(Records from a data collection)
################

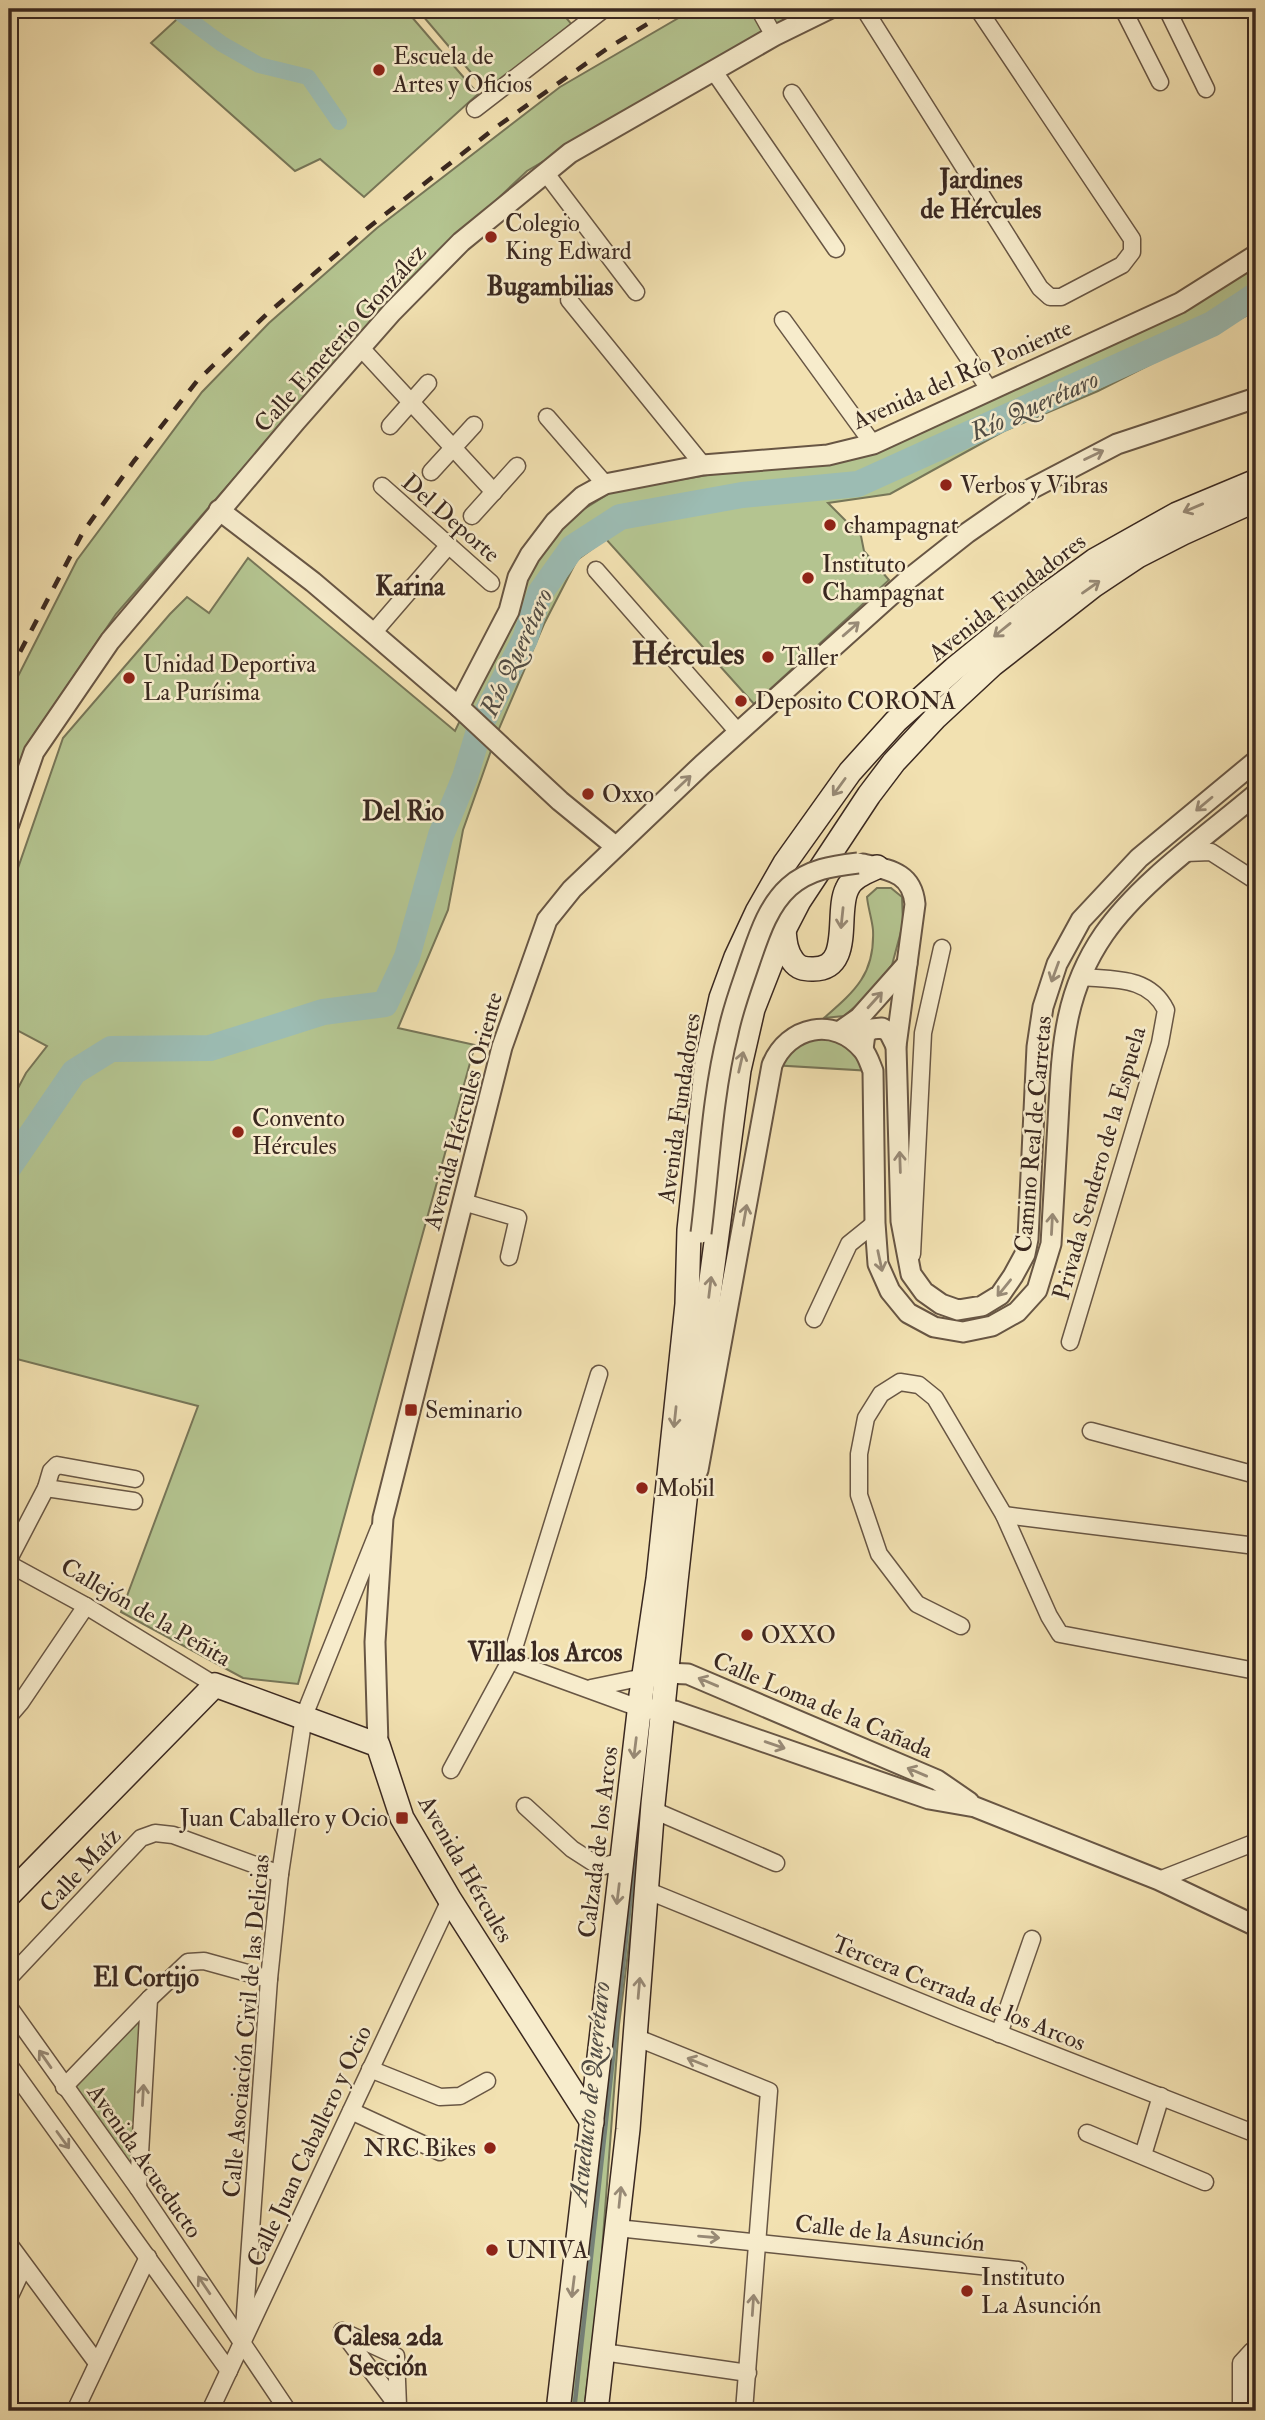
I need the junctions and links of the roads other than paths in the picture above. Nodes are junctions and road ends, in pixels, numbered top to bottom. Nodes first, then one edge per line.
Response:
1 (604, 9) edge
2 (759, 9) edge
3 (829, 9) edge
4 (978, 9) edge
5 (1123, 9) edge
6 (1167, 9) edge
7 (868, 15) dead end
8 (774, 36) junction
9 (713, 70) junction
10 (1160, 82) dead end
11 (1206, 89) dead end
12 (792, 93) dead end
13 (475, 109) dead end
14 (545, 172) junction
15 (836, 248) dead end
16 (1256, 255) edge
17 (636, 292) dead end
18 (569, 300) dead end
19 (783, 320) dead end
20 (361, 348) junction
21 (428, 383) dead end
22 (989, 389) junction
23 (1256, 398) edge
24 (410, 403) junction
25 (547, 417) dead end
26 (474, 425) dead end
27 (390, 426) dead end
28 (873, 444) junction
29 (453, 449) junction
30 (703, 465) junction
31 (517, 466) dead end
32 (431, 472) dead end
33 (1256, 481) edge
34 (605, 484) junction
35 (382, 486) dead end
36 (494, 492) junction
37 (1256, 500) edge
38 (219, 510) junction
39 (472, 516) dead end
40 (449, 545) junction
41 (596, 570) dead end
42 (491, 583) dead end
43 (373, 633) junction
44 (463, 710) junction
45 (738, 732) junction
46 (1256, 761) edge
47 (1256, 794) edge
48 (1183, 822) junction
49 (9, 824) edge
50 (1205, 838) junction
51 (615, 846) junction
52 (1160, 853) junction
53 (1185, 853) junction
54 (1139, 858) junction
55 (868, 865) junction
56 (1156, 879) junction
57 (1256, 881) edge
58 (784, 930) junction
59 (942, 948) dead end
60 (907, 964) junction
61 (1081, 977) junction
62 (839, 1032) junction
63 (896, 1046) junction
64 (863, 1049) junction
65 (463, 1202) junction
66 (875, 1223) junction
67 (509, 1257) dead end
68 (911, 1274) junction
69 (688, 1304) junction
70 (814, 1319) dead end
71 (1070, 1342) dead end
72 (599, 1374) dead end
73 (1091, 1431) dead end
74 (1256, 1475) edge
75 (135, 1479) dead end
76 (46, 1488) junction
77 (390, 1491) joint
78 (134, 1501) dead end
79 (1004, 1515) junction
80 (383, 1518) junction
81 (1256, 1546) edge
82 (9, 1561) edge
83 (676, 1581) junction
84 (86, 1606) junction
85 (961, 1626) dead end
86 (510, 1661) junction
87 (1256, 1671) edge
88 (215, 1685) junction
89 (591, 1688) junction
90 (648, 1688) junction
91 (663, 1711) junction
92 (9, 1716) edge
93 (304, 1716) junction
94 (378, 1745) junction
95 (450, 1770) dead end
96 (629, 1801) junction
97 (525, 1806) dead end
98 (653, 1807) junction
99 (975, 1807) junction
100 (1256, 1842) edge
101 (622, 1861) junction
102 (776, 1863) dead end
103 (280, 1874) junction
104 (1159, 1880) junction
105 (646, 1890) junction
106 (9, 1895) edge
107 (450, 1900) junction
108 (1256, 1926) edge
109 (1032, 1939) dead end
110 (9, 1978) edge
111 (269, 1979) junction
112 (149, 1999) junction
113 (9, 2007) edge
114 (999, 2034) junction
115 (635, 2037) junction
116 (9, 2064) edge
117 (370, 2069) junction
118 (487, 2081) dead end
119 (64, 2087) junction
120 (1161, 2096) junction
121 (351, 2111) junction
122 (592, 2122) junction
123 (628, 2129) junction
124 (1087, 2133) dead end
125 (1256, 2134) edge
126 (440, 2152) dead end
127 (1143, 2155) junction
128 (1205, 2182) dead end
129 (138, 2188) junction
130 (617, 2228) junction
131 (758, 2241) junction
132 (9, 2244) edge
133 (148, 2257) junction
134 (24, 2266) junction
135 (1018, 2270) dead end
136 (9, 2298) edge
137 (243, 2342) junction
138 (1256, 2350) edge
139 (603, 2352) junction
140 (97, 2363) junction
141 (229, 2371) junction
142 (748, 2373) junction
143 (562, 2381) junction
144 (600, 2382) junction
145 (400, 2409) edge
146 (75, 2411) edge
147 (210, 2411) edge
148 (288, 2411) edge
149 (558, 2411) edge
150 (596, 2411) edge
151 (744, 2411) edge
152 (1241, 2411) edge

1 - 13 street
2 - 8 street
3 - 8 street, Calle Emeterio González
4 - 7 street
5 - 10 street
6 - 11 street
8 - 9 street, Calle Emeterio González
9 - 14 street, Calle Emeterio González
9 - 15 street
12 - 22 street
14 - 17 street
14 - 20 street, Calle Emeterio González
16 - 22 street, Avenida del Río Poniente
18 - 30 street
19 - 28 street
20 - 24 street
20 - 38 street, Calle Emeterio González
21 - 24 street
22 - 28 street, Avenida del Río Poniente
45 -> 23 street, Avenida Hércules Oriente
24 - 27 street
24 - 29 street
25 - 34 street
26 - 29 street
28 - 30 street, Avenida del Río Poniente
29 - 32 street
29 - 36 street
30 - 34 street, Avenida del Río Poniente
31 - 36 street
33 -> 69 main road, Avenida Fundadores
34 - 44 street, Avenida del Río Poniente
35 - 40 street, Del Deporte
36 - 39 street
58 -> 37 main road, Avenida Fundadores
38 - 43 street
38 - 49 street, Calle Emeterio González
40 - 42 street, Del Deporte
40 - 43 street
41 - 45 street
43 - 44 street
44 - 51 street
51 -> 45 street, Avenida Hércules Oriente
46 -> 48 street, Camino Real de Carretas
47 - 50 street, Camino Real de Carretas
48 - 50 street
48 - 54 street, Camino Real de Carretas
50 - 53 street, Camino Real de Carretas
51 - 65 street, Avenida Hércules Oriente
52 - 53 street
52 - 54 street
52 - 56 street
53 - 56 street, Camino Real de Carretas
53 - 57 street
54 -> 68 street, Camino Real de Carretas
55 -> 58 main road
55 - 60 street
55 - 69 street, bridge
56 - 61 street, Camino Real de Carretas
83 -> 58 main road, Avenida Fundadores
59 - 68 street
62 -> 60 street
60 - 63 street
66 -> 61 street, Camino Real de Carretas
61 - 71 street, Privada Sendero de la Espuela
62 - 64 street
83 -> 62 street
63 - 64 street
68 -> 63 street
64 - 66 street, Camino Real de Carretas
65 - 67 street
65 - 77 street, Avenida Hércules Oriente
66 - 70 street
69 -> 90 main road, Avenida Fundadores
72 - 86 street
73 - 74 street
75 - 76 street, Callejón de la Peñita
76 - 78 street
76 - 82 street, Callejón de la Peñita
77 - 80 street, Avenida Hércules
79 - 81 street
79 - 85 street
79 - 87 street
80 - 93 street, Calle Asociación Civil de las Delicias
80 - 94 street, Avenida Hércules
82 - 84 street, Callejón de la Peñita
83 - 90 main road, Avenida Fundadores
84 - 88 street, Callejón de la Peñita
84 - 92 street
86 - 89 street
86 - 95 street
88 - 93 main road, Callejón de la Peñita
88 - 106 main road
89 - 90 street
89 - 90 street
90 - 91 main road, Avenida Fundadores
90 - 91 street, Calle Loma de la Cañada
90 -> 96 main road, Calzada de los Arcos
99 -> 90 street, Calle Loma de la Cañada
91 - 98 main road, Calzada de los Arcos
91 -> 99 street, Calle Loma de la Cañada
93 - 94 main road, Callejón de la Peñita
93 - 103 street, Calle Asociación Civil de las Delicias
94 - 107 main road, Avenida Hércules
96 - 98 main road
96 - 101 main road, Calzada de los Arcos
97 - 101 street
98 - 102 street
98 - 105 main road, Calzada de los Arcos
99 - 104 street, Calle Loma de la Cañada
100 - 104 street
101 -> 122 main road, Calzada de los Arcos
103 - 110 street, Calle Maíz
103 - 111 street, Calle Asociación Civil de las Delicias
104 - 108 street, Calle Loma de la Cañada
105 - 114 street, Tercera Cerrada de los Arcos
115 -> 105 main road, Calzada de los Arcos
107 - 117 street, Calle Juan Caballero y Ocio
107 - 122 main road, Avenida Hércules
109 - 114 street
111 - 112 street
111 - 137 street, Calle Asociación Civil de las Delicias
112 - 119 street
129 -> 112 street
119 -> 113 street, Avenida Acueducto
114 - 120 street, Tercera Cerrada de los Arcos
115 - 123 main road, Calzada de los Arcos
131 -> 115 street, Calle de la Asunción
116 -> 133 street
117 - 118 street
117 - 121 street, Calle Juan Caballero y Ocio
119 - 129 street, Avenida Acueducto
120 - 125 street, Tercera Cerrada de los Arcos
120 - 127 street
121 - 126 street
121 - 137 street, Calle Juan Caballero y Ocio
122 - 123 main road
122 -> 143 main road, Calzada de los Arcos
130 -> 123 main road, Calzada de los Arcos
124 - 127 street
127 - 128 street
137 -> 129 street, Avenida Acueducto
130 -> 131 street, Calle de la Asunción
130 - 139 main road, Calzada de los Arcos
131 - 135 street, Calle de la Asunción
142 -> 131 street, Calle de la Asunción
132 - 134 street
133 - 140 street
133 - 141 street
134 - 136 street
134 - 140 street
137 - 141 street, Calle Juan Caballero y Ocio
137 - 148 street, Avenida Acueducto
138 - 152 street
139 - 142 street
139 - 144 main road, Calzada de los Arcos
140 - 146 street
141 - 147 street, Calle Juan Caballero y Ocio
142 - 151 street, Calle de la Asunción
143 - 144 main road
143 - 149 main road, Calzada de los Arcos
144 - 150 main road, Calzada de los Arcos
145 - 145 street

################

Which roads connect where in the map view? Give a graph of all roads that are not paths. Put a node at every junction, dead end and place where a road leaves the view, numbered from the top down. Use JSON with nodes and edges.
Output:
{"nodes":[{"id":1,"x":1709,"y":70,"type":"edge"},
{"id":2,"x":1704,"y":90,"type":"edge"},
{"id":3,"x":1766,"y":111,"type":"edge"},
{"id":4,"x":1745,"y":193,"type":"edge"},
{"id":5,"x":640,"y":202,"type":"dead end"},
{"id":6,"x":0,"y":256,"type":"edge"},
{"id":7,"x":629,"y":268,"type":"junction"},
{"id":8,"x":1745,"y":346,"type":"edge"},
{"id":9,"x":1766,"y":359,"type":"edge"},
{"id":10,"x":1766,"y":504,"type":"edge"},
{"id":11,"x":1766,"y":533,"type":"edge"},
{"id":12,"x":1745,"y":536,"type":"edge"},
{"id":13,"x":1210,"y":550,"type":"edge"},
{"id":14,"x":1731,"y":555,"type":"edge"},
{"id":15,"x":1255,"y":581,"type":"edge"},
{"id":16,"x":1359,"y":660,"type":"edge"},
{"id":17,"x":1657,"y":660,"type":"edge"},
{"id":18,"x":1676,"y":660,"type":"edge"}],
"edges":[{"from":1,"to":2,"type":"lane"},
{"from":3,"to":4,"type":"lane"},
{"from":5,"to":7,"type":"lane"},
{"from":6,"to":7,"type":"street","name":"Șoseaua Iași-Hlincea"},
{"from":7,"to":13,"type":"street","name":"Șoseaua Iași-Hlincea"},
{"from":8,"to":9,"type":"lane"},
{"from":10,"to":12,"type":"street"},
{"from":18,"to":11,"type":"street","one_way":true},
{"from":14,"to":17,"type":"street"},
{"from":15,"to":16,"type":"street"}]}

################

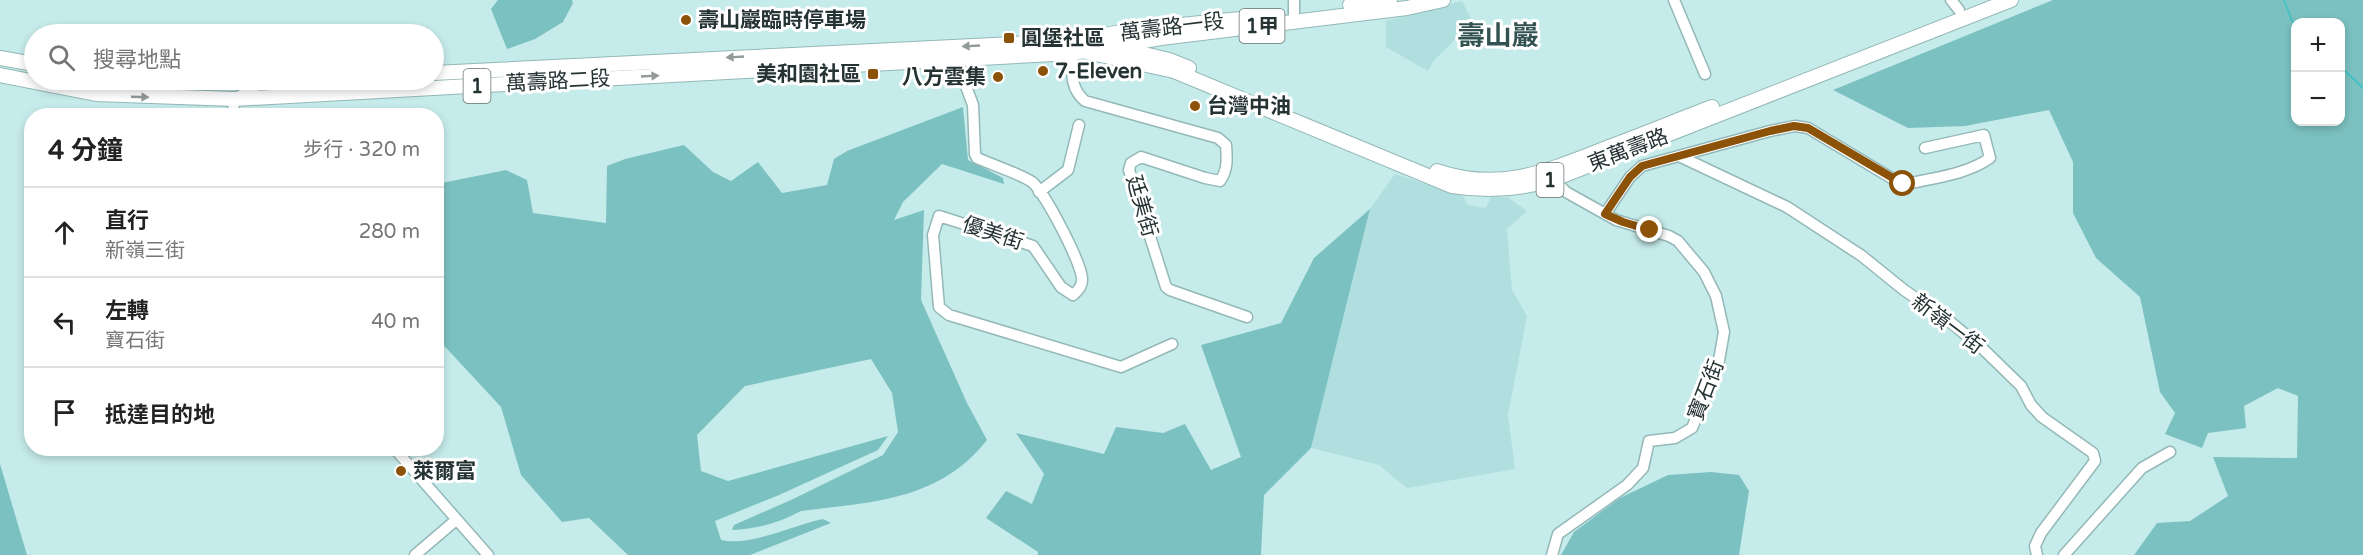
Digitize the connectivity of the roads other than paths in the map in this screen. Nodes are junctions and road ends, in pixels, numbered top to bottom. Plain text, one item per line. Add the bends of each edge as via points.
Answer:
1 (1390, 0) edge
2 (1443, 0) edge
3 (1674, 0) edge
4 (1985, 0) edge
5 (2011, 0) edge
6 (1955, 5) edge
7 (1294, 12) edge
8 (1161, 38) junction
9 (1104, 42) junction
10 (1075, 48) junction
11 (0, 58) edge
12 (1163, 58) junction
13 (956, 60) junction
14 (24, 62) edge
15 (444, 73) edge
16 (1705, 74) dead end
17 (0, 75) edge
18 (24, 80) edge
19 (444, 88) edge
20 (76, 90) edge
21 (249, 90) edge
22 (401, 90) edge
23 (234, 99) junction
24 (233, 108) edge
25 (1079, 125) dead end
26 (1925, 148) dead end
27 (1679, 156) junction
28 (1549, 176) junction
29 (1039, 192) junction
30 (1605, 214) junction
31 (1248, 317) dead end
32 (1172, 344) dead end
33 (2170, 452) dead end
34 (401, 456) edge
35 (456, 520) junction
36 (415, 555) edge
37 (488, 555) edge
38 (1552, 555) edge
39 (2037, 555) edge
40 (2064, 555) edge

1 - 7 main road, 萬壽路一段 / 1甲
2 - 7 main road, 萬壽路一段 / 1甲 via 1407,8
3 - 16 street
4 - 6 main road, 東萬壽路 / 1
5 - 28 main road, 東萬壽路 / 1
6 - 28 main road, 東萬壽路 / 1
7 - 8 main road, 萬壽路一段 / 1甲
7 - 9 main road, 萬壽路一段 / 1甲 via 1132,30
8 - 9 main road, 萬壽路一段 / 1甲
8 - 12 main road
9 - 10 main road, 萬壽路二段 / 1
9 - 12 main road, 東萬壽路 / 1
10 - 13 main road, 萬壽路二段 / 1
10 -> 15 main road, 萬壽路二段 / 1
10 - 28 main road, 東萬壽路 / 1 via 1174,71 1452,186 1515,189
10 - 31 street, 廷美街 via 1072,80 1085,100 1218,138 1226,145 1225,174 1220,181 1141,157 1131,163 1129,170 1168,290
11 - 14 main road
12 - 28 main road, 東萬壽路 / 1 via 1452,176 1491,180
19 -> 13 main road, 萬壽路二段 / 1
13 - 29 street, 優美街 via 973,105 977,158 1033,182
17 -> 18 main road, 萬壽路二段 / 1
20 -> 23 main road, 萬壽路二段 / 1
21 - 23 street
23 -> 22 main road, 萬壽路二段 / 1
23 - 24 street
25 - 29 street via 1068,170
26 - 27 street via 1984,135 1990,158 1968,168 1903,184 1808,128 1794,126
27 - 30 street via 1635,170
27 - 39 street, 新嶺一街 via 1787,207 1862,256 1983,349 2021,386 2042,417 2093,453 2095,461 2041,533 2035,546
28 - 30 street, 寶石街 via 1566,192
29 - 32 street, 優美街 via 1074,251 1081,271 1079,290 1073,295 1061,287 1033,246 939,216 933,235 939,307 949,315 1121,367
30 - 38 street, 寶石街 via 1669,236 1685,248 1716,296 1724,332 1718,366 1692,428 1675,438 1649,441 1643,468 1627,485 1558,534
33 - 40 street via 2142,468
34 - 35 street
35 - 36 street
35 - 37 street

################

Look through the data above and report every line in which "Emeterio" appears.

3 - 8 street, Calle Emeterio González
8 - 9 street, Calle Emeterio González
9 - 14 street, Calle Emeterio González
14 - 20 street, Calle Emeterio González
20 - 38 street, Calle Emeterio González
38 - 49 street, Calle Emeterio González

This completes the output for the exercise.